On 2020-10-22 08:50, M.-A. Lemburg wrote:
On 22.10.2020 04:12, David Mertz wrote:
To bring it back to a concrete idea, here's how I see things:
1. The idea of f-string-like assignment targets has little support. Only Chris, and maybe the OP who seems to have gone away. 2. The idea of a "scanning language" seems to garner a fair amount of enthusiasm from everyone who has commented. 3. Having the scanning language be "inspired by" f-strings seems to fit nicely with Python 4. Lots of folks like C scanf() as another inspiration for the need. I was not being sarcastic in saying that I thought COBOL PICTURE clauses are another similar useful case. I think Perl 6 "rules" were trying to do something along those lines... but, well, Perl. 5. In my opinion, this is naturally a function, or several related functions, not new syntax (I think Steven agrees)
So the question is, what should the scanning language look like? Another question is: "Does this already exist?"

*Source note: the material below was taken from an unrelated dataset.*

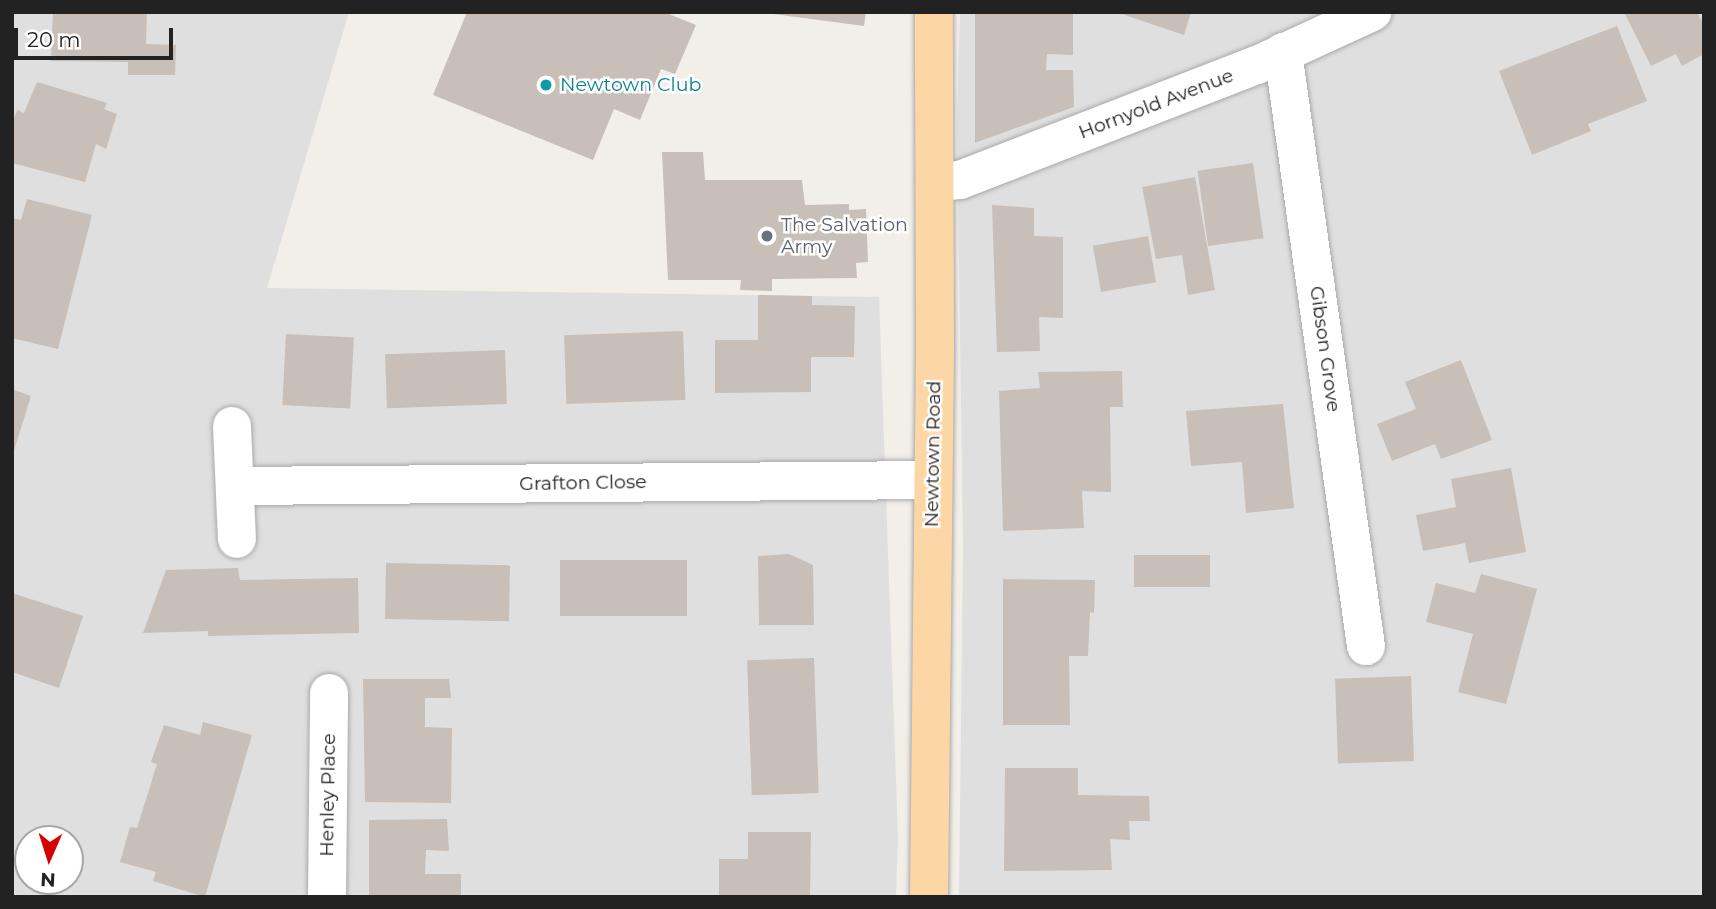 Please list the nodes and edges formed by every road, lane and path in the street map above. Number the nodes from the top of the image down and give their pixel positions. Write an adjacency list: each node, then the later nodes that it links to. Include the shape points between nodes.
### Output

I'm looking around PyPI, and I see this that looks vaguely along the same lines. But most likely I am missing things: https://pypi.org/project/rebulk/
In terms of API, assuming functions, I think there are two basic models. We could have two (or more) functions that were related though:
# E.g. pat_with_names = "{foo:f}/{bar:4s}/{baz:3d}" matches = scan_to_obj(pat_with_names, haystack) # something like (different match objects are possible choices, dict, dataclass, etc) print(matches.foo) print(maches['bar'])
Alternately:
# pat_only = "{:f}/{:4s}/{:3d}" foo, bar, baz = scan_to_tuple(pat_only, haystack) # names, if bound, have the types indicated by scanning language
There are questions open about partial matching, defaults, exceptions to raise, etc. But the general utility of something along those lines seems roughly consensus.
I like this idea :-)
There are lots of use cases where regular expressions + subsequent type conversion are just overkill for a small parsing task.
The above would fit this space quite nicely, esp. since it already comes with a set of typical format you have to parse, without having to worry about the nitty details (as you have to do with REs) or the type conversion from string to e.g. float.
One limitation is that only a few types would supported: 's' for str, 'd' or 'x' for int, 'f' for float. But what if you wanted to scan to a Decimal instead of a float, or scan a date? A date could be formatted any number of ways! So perhaps the scanning format should also let you specify the target type. For example, given "{?datetime:%H:%M}", it would look up the pre-registered name "datetime" to get a scanner; the scanner would be given the format, the string and the position and would return the value and the new position. I used '?' in the scan format to distinguish it from a format string. It might even be possible to use the same format for both formatting and scanning. For example, given "{?datetime:%H:%M}", string formatting would just ignore the "?datetime" part.